Without including any picture, transcribe the entries below word for word.

►

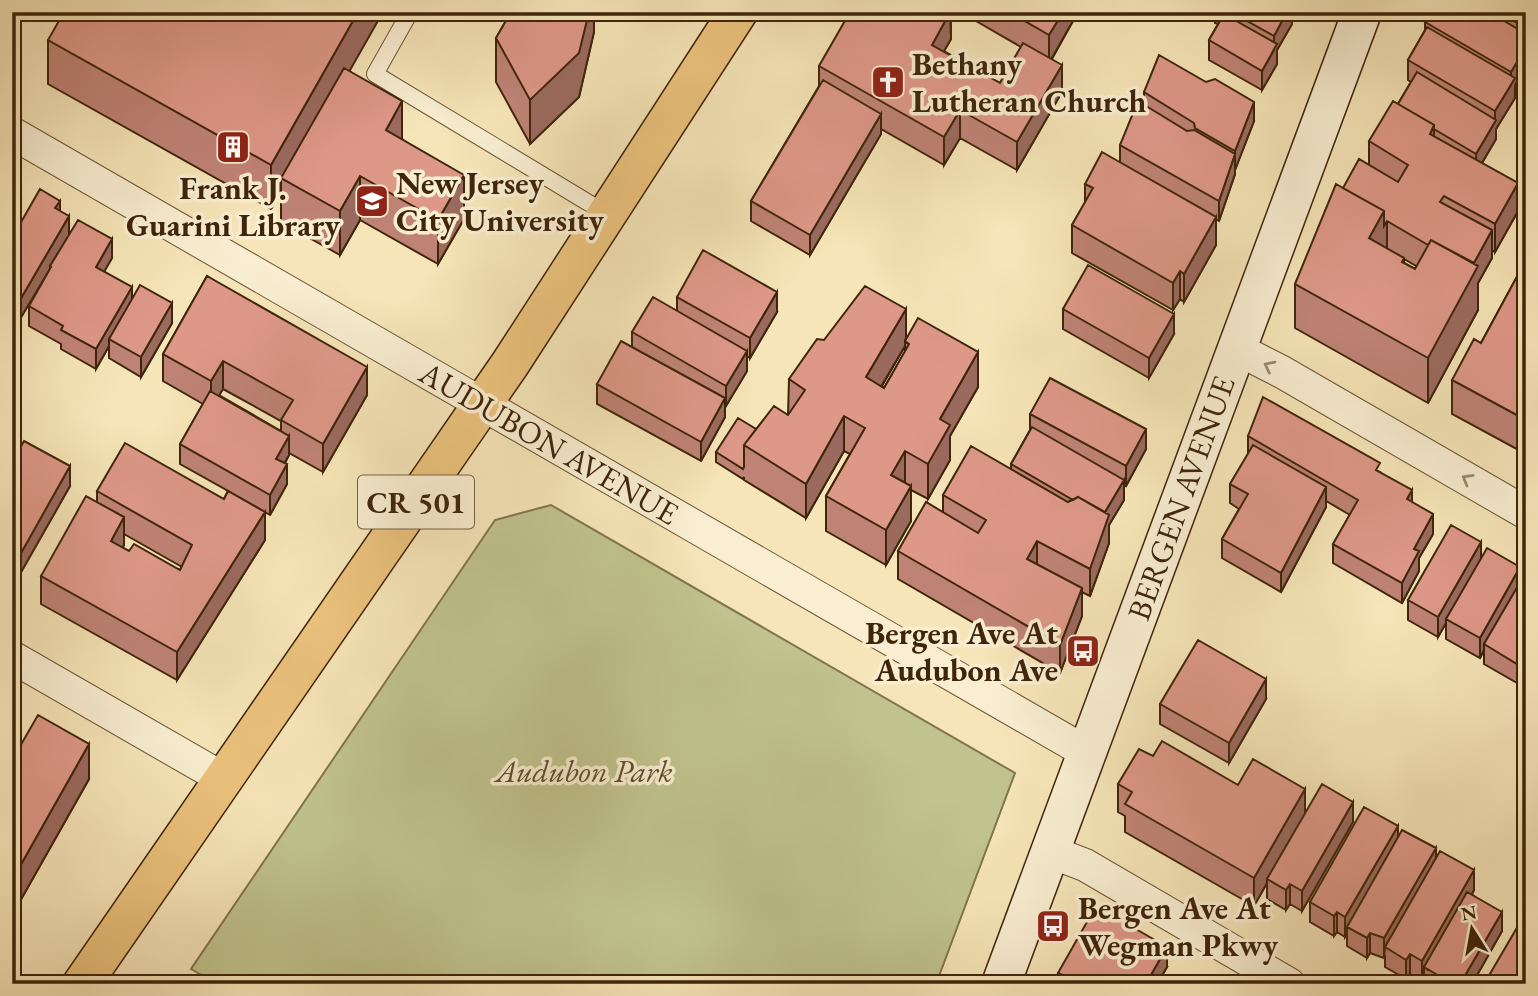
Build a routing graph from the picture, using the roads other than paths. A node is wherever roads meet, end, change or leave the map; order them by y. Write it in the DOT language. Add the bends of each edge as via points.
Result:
graph roads {
  1 [pos="410,12"];
  2 [pos="738,12"];
  3 [pos="1362,12"];
  4 [pos="12,132"];
  5 [pos="607,214"];
  6 [pos="1235,348"];
  7 [pos="483,404"];
  8 [pos="1526,513"];
  9 [pos="12,657"];
  10 [pos="1086,752"];
  11 [pos="225,779"];
  12 [pos="1051,852"];
  13 [pos="95,979"];
  14 [pos="1001,984"];
  15 [pos="1289,984"];
  1 -- 5 [label="lane" via="375,74"];
  2 -- 5 [label="main road, CR 501"];
  3 -- 6 [label="street, BERGEN AVENUE"];
  4 -- 7 [label="street, AUDUBON AVENUE"];
  5 -- 7 [label="main road, CR 501"];
  8 -- 6 [label="street, one-way"];
  6 -- 10 [label="street, BERGEN AVENUE"];
  7 -- 10 [label="street, AUDUBON AVENUE"];
  7 -- 11 [label="main road, CR 501"];
  9 -- 11 [label="street"];
  10 -- 12 [label="street, BERGEN AVENUE"];
  11 -- 13 [label="main road, CR 501"];
  12 -- 14 [label="street, BERGEN AVENUE"];
  12 -- 15 [label="street" via="1085,865"];
}
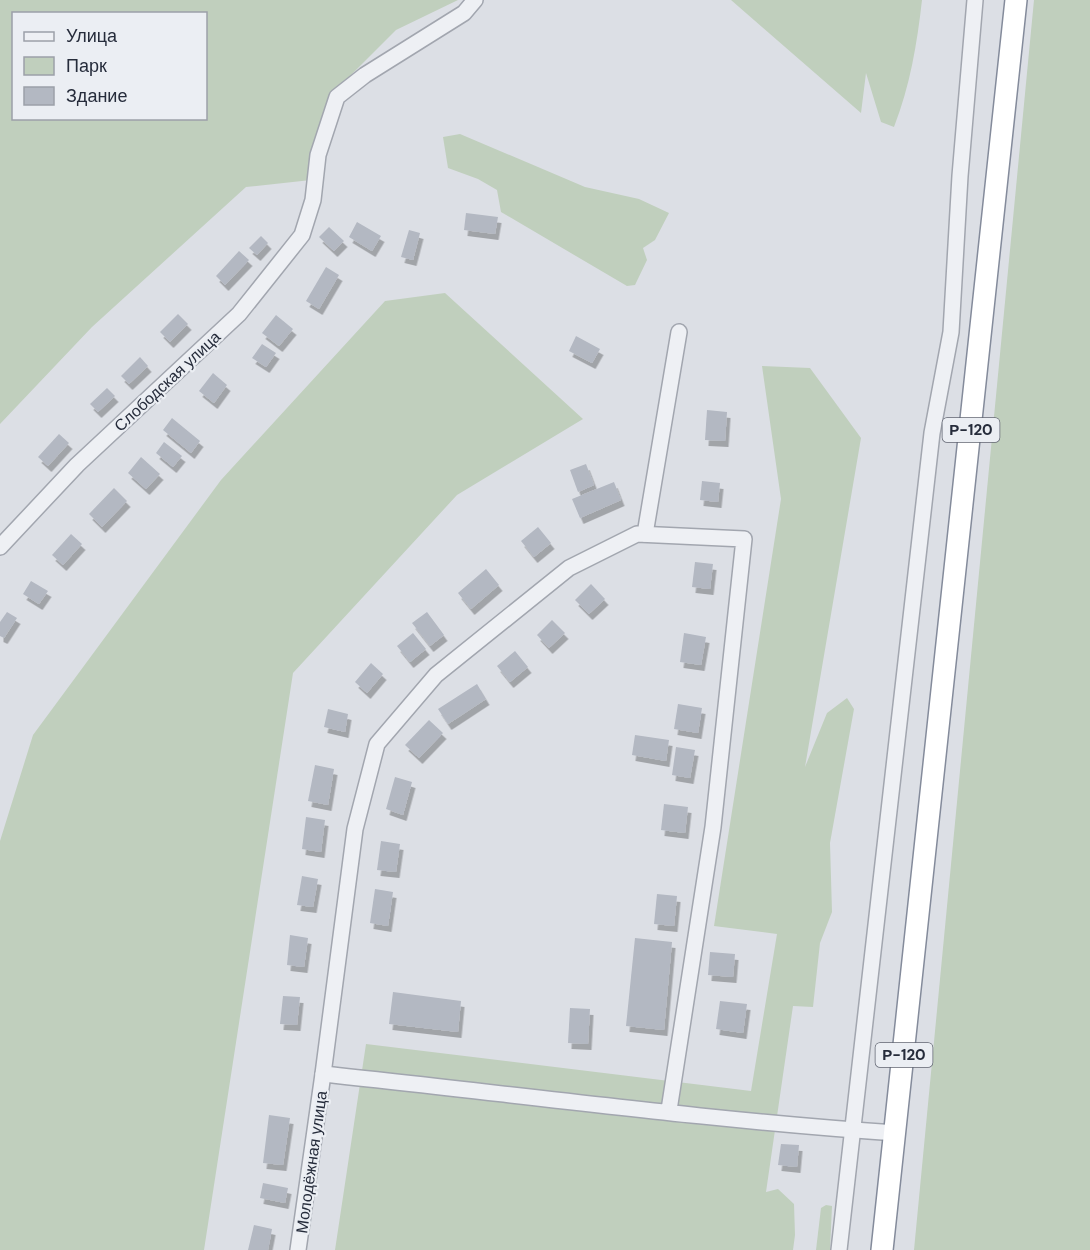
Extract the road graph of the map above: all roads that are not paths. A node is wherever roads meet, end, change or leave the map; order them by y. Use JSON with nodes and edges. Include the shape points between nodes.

◄

*Response*:
Build a routing graph from the picture, using the roads other than paths. A node is wherever roads meet, end, change or leave the map; order them by y. Write it in the DOT language. Add the bends of each edge as via points.
Result:
graph roads {
  1 [pos="410,12"];
  2 [pos="738,12"];
  3 [pos="1362,12"];
  4 [pos="12,132"];
  5 [pos="607,214"];
  6 [pos="1235,348"];
  7 [pos="483,404"];
  8 [pos="1526,513"];
  9 [pos="12,657"];
  10 [pos="1086,752"];
  11 [pos="225,779"];
  12 [pos="1051,852"];
  13 [pos="95,979"];
  14 [pos="1001,984"];
  15 [pos="1289,984"];
  1 -- 5 [label="lane" via="375,74"];
  2 -- 5 [label="main road, CR 501"];
  3 -- 6 [label="street, BERGEN AVENUE"];
  4 -- 7 [label="street, AUDUBON AVENUE"];
  5 -- 7 [label="main road, CR 501"];
  8 -- 6 [label="street, one-way"];
  6 -- 10 [label="street, BERGEN AVENUE"];
  7 -- 10 [label="street, AUDUBON AVENUE"];
  7 -- 11 [label="main road, CR 501"];
  9 -- 11 [label="street"];
  10 -- 12 [label="street, BERGEN AVENUE"];
  11 -- 13 [label="main road, CR 501"];
  12 -- 14 [label="street, BERGEN AVENUE"];
  12 -- 15 [label="street" via="1085,865"];
}
Extract the road graph of the map above: all roads that are not paths. A node is wherever roads meet, end, change or leave the map; order them by y. Use JSON with nodes and edges. Include the shape points between nodes.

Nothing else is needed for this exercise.